RECORD SET —
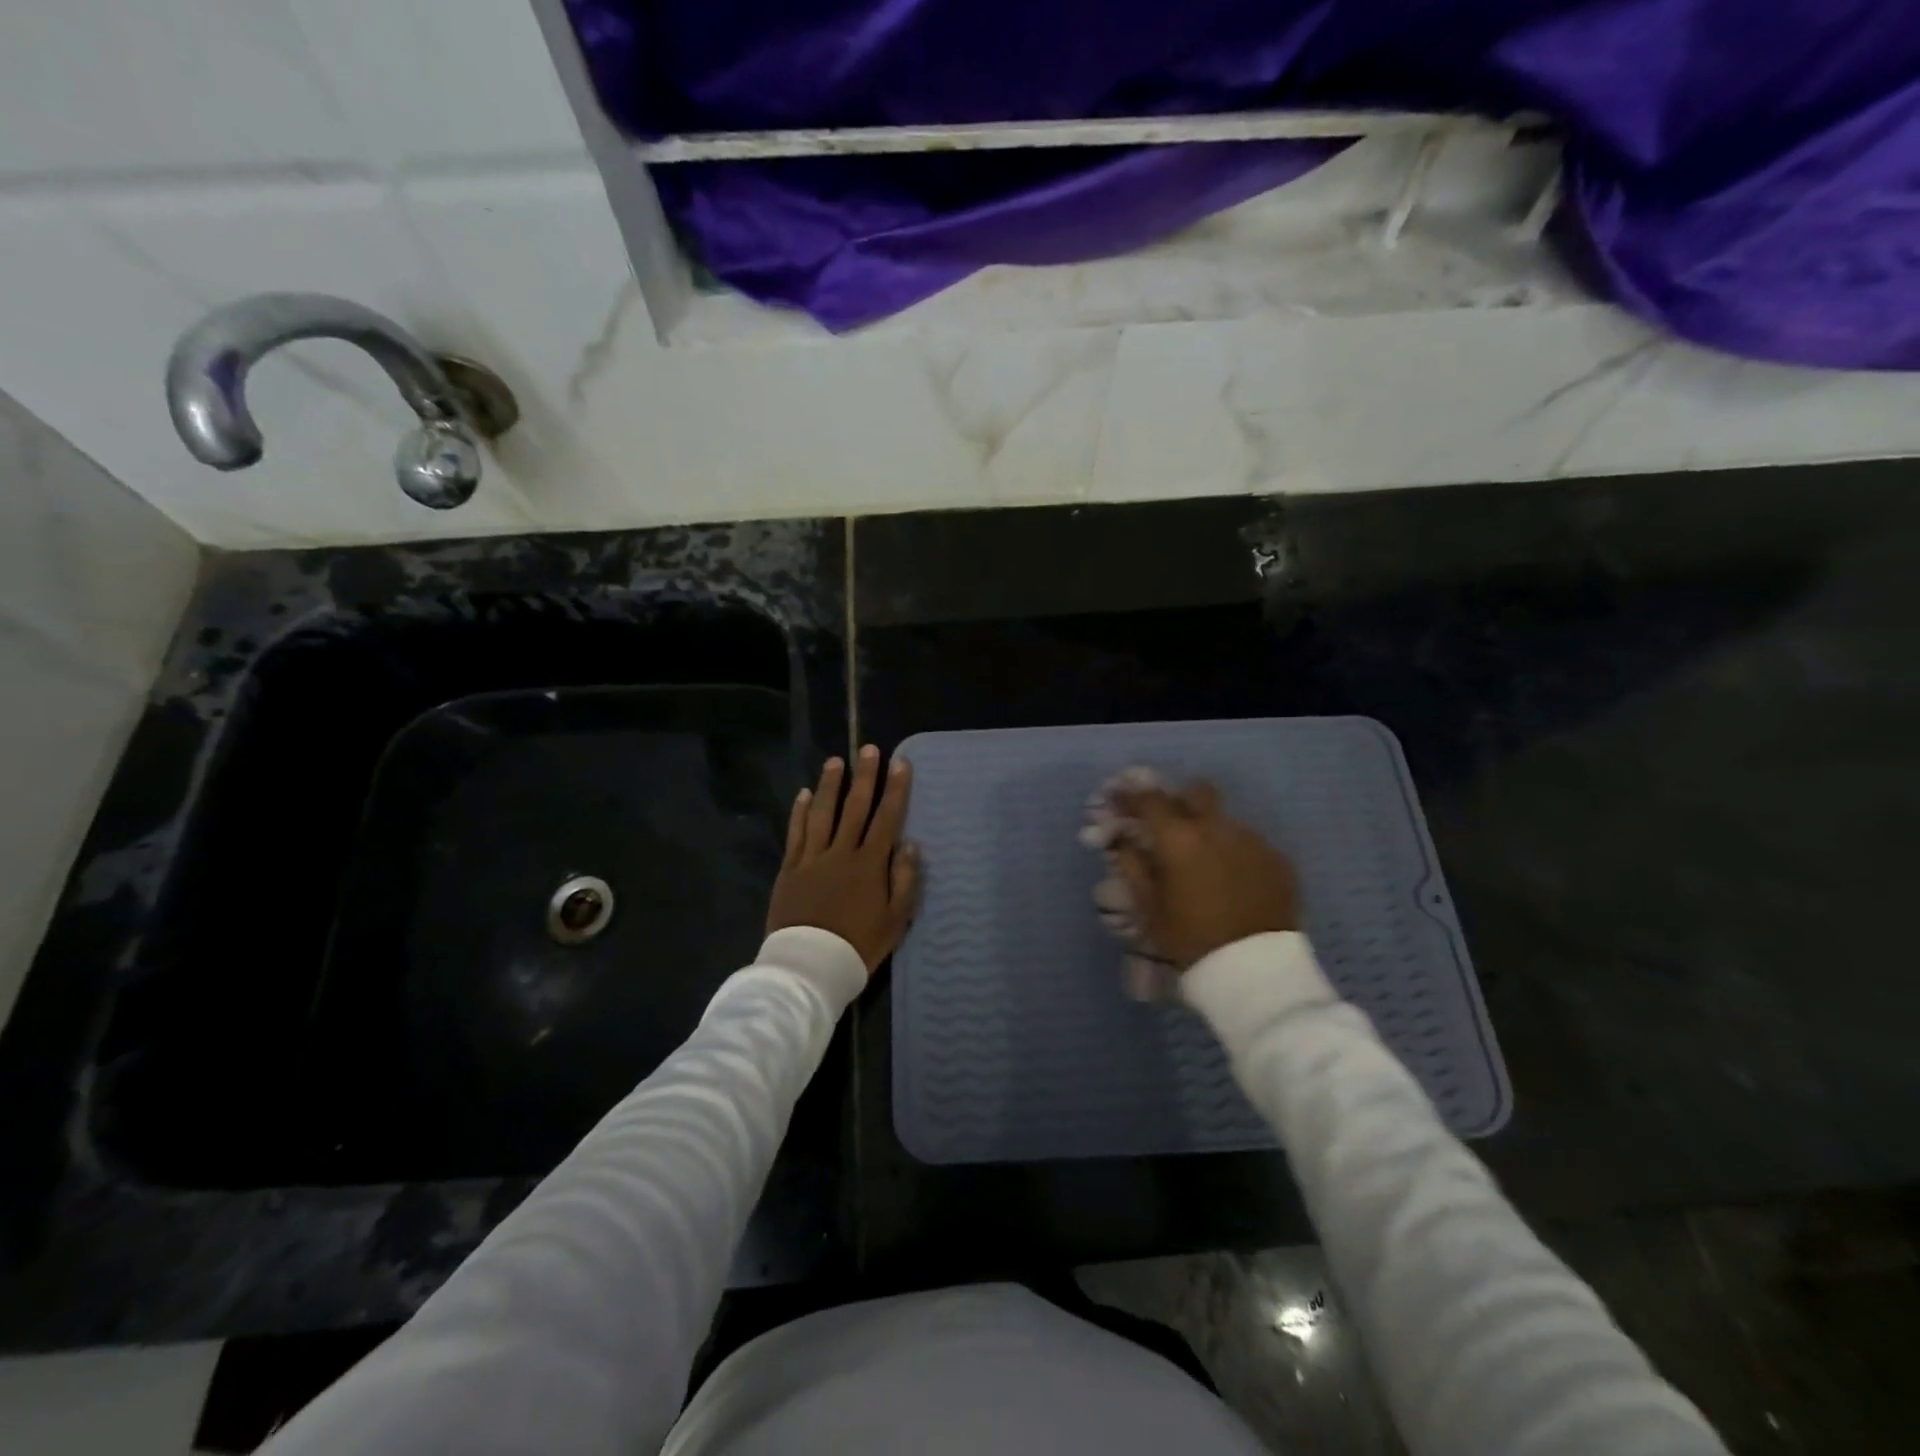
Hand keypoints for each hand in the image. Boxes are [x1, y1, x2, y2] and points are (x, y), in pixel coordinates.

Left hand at [766, 745, 920, 973]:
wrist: (810, 965)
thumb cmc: (859, 945)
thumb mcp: (895, 919)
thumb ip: (904, 880)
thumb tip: (910, 844)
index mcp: (870, 864)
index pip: (887, 818)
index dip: (895, 789)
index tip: (900, 763)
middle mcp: (841, 852)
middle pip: (855, 807)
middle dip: (864, 776)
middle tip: (869, 749)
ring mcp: (812, 858)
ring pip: (822, 813)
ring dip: (830, 785)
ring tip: (836, 761)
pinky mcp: (790, 869)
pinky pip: (796, 833)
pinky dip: (799, 812)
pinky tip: (803, 794)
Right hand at [1113, 780, 1299, 969]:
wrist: (1256, 972)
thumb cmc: (1191, 940)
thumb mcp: (1149, 908)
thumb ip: (1132, 866)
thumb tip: (1123, 840)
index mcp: (1180, 838)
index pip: (1150, 800)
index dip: (1131, 796)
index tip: (1119, 800)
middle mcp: (1218, 828)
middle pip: (1197, 792)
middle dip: (1179, 800)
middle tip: (1168, 823)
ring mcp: (1253, 841)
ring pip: (1225, 819)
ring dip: (1209, 829)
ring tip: (1203, 860)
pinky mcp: (1278, 860)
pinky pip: (1250, 843)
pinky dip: (1234, 852)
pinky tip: (1231, 879)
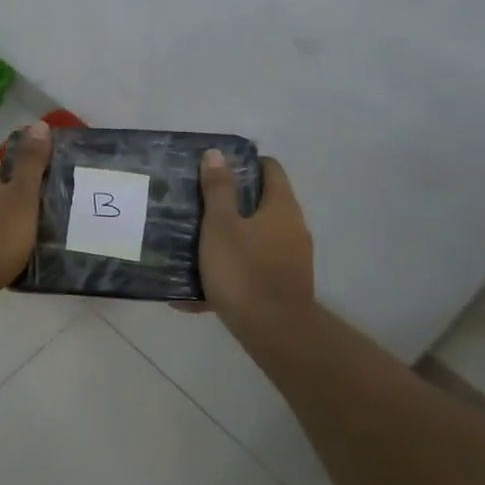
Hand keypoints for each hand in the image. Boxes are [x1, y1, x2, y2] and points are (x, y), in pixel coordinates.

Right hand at [193, 150, 315, 329]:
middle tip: (196, 205)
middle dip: (230, 203)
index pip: (270, 169)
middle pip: (261, 204)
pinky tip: (195, 291)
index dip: (244, 163)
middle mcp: (292, 228)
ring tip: (191, 245)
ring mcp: (290, 259)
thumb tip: (217, 153)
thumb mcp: (221, 225)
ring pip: (254, 239)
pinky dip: (228, 272)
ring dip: (227, 239)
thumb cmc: (244, 270)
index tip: (215, 169)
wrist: (274, 331)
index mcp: (281, 207)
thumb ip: (218, 189)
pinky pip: (250, 270)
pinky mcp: (282, 286)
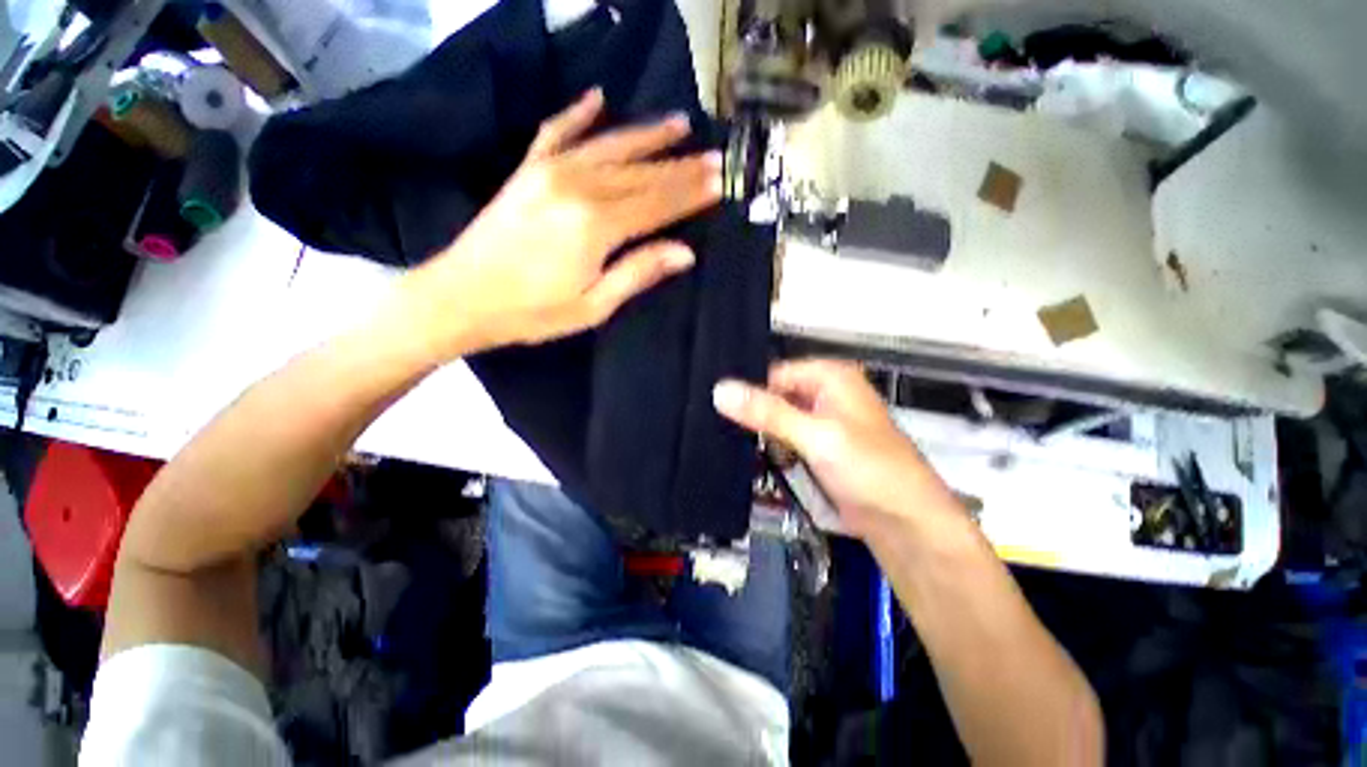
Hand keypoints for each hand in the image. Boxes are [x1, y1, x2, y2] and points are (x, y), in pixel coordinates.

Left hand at [397, 88, 721, 355]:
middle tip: (714, 155)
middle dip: (680, 165)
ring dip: (646, 134)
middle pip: (641, 173)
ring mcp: (549, 171)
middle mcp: (577, 187)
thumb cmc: (531, 312)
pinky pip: (557, 131)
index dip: (690, 193)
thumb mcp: (592, 306)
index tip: (720, 181)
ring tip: (679, 122)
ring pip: (610, 146)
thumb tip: (684, 253)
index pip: (657, 203)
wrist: (460, 297)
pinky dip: (578, 113)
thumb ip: (638, 273)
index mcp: (595, 226)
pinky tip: (597, 97)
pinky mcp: (527, 169)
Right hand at [713, 359, 961, 538]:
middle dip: (749, 415)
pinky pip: (781, 440)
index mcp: (828, 376)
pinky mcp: (814, 447)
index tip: (714, 408)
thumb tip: (720, 390)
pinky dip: (767, 449)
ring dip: (756, 434)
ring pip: (773, 419)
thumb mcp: (816, 435)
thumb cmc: (869, 469)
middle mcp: (822, 393)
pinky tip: (748, 457)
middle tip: (715, 429)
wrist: (904, 523)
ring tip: (725, 444)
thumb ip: (766, 412)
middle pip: (771, 396)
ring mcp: (817, 422)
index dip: (746, 391)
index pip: (772, 374)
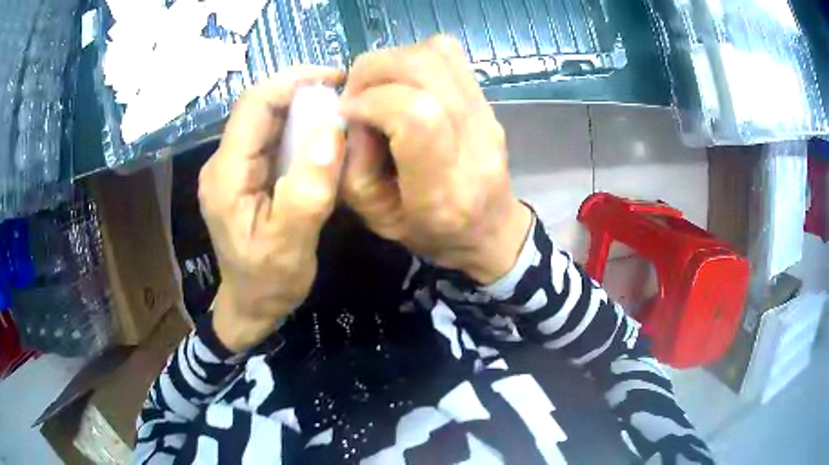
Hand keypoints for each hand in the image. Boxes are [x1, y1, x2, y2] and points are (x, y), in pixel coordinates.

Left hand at [199, 67, 344, 351]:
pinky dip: (298, 127)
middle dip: (300, 90)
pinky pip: (271, 138)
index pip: (253, 106)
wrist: (251, 306)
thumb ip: (307, 192)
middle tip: (344, 92)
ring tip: (339, 108)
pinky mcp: (245, 174)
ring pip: (266, 119)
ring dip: (301, 107)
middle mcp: (224, 162)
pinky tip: (322, 133)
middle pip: (258, 107)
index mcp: (227, 174)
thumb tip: (331, 133)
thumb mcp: (291, 245)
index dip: (292, 82)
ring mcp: (233, 167)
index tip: (335, 78)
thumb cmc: (268, 282)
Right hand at [340, 36, 530, 283]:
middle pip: (426, 69)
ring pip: (438, 54)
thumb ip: (353, 166)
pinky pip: (450, 56)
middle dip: (374, 72)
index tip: (348, 114)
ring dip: (392, 61)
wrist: (490, 228)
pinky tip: (402, 83)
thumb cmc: (431, 232)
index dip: (371, 101)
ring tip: (376, 87)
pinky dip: (414, 58)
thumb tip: (349, 113)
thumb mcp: (377, 217)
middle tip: (356, 96)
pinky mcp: (488, 101)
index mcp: (444, 190)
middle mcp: (473, 143)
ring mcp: (486, 115)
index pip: (415, 114)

ABOUT THIS EXERCISE —
Pull out every line above that holds the word "Right".

RESPONSE AREA —
Right hand at [1113, 780, 1299, 969]:
Right hand at [193, 150, 315, 329]:
Right hand at [713, 359, 961, 538]:
Right hand at [340, 36, 530, 283]:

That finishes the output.